Tuesday, October 12, 2021

Albert Einstein believed in the geometrical interpretation of general relativity

The collected papers of Albert Einstein are freely readable at the Princeton University Press web page.


There we can read his papers about general relativity, both in German and in an English translation.

Einstein writes very well and explains clearly the motivation for his claims. The language is somewhat convoluted. It probably was customary to write long sentences in the German language during that time.

It turns out that Albert Einstein after 1915 immediately suggested that gravitational waves exist, presented a plane wave solution, and calculated the power output of a binary star.

He also described the familiar cosmological model where the spatial slice is the 3D surface of a 4D sphere, and matter is uniformly spread over space. In 1917, Einstein introduced the cosmological constant Λ to make the model static.

The cosmological model shows that Einstein believed in the geometric interpretation of general relativity. In the Minkowski space, a spatial slice cannot have that topology.

That is, Einstein believed that spacetime truly is curved. He did not think that gravity only simulates a modified geometry of spacetime.

What about a cosmological model where we have an island of matter in an asymptotically Minkowski space? Einstein writes that then the average density of matter in the infinite space has to be zero. He did not like the idea that there is an infinite almost empty extent of space, and a small island of matter. He writes that light would escape from that island, and would never come back.


Motivation of general relativity


Albert Einstein several times writes that he wants Mach's principle to be true.


However, the principle is not true in general relativity.

A rotating massive body creates a "magnetic" field which deflects masses moving close to it, just like a magnetic field deflects electric charges. But that is really not a realization of Mach's principle, which requires that masses even very far away would determine which frame is inertial and which is rotating.

Einstein refers to the Galilei symmetry of inertial frames in newtonian physics.

He also writes about the equivalence principle of gravity and acceleration. If a scientist in a laboratory feels acceleration, there is no way for him to detect inside the laboratory if it really is gravity or genuine acceleration in space.
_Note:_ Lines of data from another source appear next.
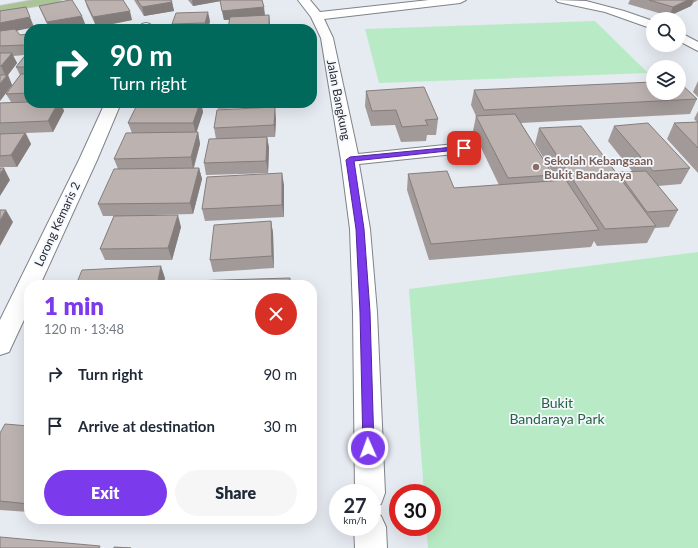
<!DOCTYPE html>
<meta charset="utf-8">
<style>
body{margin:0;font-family:Lato,sans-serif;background:#f6f6f7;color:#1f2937;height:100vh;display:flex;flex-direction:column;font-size:15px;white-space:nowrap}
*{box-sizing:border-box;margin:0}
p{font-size:13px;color:#747a83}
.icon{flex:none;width:22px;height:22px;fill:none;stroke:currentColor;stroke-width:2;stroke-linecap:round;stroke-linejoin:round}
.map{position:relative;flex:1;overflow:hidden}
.sheet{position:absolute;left:24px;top:280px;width:293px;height:244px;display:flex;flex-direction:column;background:#fff;border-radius:16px;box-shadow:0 4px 16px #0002}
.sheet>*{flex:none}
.banner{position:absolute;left:24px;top:24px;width:293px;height:84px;border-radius:16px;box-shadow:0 4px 16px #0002;background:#00695c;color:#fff;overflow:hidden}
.tools{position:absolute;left:646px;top:12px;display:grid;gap:8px}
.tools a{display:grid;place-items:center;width:40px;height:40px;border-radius:50%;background:#fff;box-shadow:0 4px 16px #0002;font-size:20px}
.speed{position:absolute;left:329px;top:484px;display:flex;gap:8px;font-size:20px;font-weight:700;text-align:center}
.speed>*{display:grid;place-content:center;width:52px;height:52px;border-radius:50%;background:#fff;box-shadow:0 4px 16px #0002;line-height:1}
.speed small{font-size:10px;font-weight:400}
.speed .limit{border:6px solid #d22;background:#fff;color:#111}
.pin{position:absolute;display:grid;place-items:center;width:34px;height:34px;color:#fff;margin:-17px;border-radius:8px;box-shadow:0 2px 6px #0006}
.me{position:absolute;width:44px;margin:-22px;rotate:358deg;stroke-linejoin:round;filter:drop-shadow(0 0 3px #0008)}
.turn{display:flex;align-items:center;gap:14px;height:84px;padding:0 20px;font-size:18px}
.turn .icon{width:52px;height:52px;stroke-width:2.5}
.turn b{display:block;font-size:28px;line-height:34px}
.round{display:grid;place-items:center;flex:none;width:42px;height:42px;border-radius:21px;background:#f6f6f7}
.headline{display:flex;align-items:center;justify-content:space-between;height:68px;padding:0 20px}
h1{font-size:24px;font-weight:800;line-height:30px;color:#7c3aed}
.action{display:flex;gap:8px;margin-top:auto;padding:8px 20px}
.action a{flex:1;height:46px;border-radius:24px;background:#7c3aed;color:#fff;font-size:16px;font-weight:800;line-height:46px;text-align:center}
.action a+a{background:#f6f6f7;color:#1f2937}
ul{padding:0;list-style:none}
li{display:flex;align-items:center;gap:12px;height:52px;padding:0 20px}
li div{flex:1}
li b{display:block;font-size:15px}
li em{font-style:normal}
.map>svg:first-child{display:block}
</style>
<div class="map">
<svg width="698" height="548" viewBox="0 0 698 548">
<rect width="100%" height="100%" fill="#e6eaf1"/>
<path fill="#b8ebc5" d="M595,21L648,73L379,83L365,29Z
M698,252V548H428L426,527H432V493H424L409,289Z"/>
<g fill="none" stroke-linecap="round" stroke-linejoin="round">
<g stroke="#7f8389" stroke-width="2">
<path id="minor" d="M298,0H310L320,12L429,0H466L460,3L324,19L333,38L358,154L464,143L470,144L473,148L470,152L464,153L359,164L370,229L377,312L385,493L381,504L372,507V493H355L353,312L350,229L341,160L321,38L311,17Z
M556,0L586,1L624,11L653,21V29L605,12L558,2Z
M146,23L150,24L152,27L151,29H139L142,24Z
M679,32L698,42V51L679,41Z
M105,103H121L97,160L40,285H29V309L9,352L0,355V320L79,160Z
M372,512L381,516L386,527L387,548H355L354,527H372Z"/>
</g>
<g stroke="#c7c7c8" stroke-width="2">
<path id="major" d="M34,0H61L55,3L0,12V6Z"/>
</g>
<use href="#minor" fill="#fff" fill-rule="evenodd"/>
<use href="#major" fill="#aac496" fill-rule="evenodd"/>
</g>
<path fill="#a29a98" d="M85,0H123L132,20L104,26L113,25L114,29H49L43,15L39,6L86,26H81H96L87,7Z
M134,0H171L172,2L174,11L144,16Z
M188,0H262L265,16L269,15L270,29H229V20H224L220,1L193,6Z
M630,0H698L695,2H694L691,6L669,16L628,4Z
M0,11L34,27L16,31L20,35L29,34V103H61L64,111L53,132L26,133L31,144L17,167H0V103L11,102L6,94L20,75L16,67L25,55L13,56L17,63L8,75L12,85L0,101Z
M210,21L208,29H173L172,24Z
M698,81V97L693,92Z
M474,90L697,99L690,114L521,123L553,175L551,181L557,180L535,144L539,128L617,174L618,172L632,171L608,141L614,126L690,168L681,184L658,186L678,210L669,227L655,228L647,243L597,246L594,241L591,247L429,260L407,190L408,174L454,188L499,185L473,131L476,116L471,105Z
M366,91L438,119L436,135H427L426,141L401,142L395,125L371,126L365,106Z
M132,103H207V104H201L203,112L196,132H198L200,144L194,168H199L202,179L193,214L153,215L181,227L172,260H105L100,249L114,216H103L98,204L118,169L114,159L132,133L128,123L137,106H133Z
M217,103H279V106L218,109Z
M698,111V173L667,139L674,123L697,122L694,119Z
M276,119L275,137H267L269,148L268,173L206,175L204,163L216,139L214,128Z
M284,185V217L205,221L202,209Z
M271,221L273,233L274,268L213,272L210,260Z
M29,426V512L0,510V433Z"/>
<path fill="#847d7c" d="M192,0H227L193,6Z
M688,0H694L691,6L669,16L673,7Z
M172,2L174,11L144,16L142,7Z
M264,7L265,16L224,20L222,11Z
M130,11L132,20L96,27L93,17Z
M208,12L210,21L208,29H206L205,23Z
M269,15L270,25V29L269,26Z
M82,16L86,26L68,29H50L47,22Z
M30,17L34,27L0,34V23Z
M29,41V55H28L24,45Z
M12,53L17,63L8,75L12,85L0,101V84L6,77L1,66Z
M58,103H61L64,111L53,132L48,121Z
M200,103H201L203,112L196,134L193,123Z
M275,107L276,119L275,137L274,125Z
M198,132L200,144L193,169L191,157Z
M25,133L31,144L17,167L11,155Z
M267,137L269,148L268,173L266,161Z
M4,168L10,180L0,196V174Z
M199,168L202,179L193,214L190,203Z
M282,173L284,185V217L282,205Z
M6,210L13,222L0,246V221Z
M178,215L181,227L172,260L168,248Z
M271,221L273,233L274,268L272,256Z
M161,266L165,278L164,285H157Z"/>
<path fill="#bcb3b1" stroke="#847d7c" d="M70,0H72L82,16L47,22L39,6Z
M85,0H123L130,11L93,17Z
M137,0H171L172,2L142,7Z
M220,0H262L264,7L222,11Z
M649,0H688L673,7Z
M26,7L30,17L0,23V11Z
M208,12L205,23L172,24L176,13Z
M269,15V26L228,28L230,17Z
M113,25L111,29H57L58,27Z
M15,29L20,35L29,34V41L24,45L0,46V31Z
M28,52H29V67H16Z
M0,53H12L1,66H0Z
M21,74H29V93L6,94Z
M0,75H7L0,84Z
M653,82V93H679V82L697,99L484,110L474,90Z
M424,87L438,119L425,120L428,125L402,127L396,110L372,111L366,91Z
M29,102V103H58L48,121L0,123V103Z
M138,103H200L193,123H128Z
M275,107L274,125L214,128L217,110Z
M515,114L553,175L508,178L476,116Z
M698,122V148L674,123Z
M648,123L690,168L653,171L614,126Z
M581,126L656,226L605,229L539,128Z
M198,132L191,157L114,159L126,133Z
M25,133L11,155L0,156V134Z
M267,137L266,161L204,163L209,139Z
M0,168H4L0,174Z
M199,168L190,203L98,204L114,169Z
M447,171L454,188L566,180L599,230L431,244L408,174Z
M646,171L678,210L647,212L618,172Z
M282,173V205L202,209L207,177Z
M0,210H6L0,221Z
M178,215L168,248L100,249L114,216Z
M271,221L272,256L210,260L214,225Z
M161,266L157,285H76L82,270Z
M290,278V285H189L190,281Z
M5,424L29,426V504L0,501V433Z
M0,537L100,546L99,548H0Z
M114,547L131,548H114Z"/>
<path fill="#7c3aed" stroke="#51269a" d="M464,146L466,147V149L354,161L364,229L370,312L374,448L373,452L368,453L364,452L363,448L360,312L356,229L346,160L350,157Z"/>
<circle fill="#8d6e63" stroke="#f3f8ff" stroke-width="1.5" cx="536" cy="167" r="4"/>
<g text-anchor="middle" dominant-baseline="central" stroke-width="3.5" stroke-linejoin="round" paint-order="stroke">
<g font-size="12" fill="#28292c" stroke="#f3f8ff">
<text transform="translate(339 100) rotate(79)">Jalan Bangkung</text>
<text transform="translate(57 224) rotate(-65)">Lorong Kemaris 2</text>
</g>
<g font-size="12" font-weight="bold" fill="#785e54" stroke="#f3f8ff" text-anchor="start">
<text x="544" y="160">Sekolah Kebangsaan<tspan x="544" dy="14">Bukit Bandaraya</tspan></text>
</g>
<g font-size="14" fill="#26643c" stroke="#f3f8ff">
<text x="557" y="402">Bukit<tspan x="557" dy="16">Bandaraya Park</tspan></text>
</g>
</g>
</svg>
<div class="tools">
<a><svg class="icon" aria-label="search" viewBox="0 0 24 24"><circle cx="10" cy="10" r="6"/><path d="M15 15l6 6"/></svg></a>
<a><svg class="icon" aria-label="layers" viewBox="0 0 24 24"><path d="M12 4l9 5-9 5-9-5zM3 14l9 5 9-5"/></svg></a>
</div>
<div class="speed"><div>27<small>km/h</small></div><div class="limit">30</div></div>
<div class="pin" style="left:464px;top:148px;background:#d93025"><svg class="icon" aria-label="arrive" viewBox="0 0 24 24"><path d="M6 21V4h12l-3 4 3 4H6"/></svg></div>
<svg class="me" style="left:368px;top:448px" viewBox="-20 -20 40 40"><circle r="17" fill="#7c3aed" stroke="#fff" stroke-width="3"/><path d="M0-11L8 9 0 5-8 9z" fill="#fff"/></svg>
<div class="banner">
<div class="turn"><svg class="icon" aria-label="right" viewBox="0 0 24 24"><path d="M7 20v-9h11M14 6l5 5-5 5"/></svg><div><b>90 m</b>Turn right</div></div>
</div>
<section class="sheet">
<div class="headline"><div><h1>1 min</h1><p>120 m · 13:48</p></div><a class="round" style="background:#d93025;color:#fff"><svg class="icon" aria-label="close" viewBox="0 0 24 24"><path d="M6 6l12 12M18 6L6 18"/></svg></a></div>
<ul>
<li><svg class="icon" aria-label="right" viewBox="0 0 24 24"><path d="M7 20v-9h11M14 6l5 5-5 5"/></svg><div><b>Turn right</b></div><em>90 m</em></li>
<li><svg class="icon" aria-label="arrive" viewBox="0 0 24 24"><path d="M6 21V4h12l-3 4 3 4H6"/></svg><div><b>Arrive at destination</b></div><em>30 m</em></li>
</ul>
<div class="action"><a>Exit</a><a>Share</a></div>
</section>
</div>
In 1917 Einstein published a popular science book, in which he gives a very detailed account of the motivation behind special and general relativity. The book is an excellent piece of science.


The rotating disk



One of the examples in Einstein's popular science book is the rotating disk. People living on the disk would measure that the circumference of the disk is more than 2 π times the radius of the disk. This is because a measuring rod on the circumference is length-contracted. A measuring rod on the radius is not length-contracted because its velocity is normal to the rod.

People living on the disk might think that their spacetime is curved.

The rotating disk is actually a good example of the illusion of curved space. People who are inertial, and not on the rotating disk, see that the spacetime around the disk is not curved. It is the ordinary Minkowski space. The illusion of curved space is due to the acceleration of the observers on the disk.

Observers on the rotating disk have centrifugal acceleration and measure the circumference to be greater than 2 π r.

If the observers would form a ring around the Schwarzschild metric, they would have centripetal acceleration, and measure the circumference to be less than 2 π r.

We in our blog claim that in both cases, the curved metric of spacetime is just an illusion.


The problem of complex interactions


Albert Einstein apparently did not write anything about gravity interacting with complex matter fields, though he did spend a lot of time later in his life trying to find a "geometric" interpretation for electromagnetism.

On October 10, 2021 in our blog post we wrote about the complex system S, where the stress energy tensor and the Einstein field equations say that the electric charge q of the particle affects the metric of spacetime through changing the pressure around it.

In the system S there is no meaningful way to divide the potential energy between gravity and electromagnetism. Why would one of the fields deform the metric of spacetime, and the other not?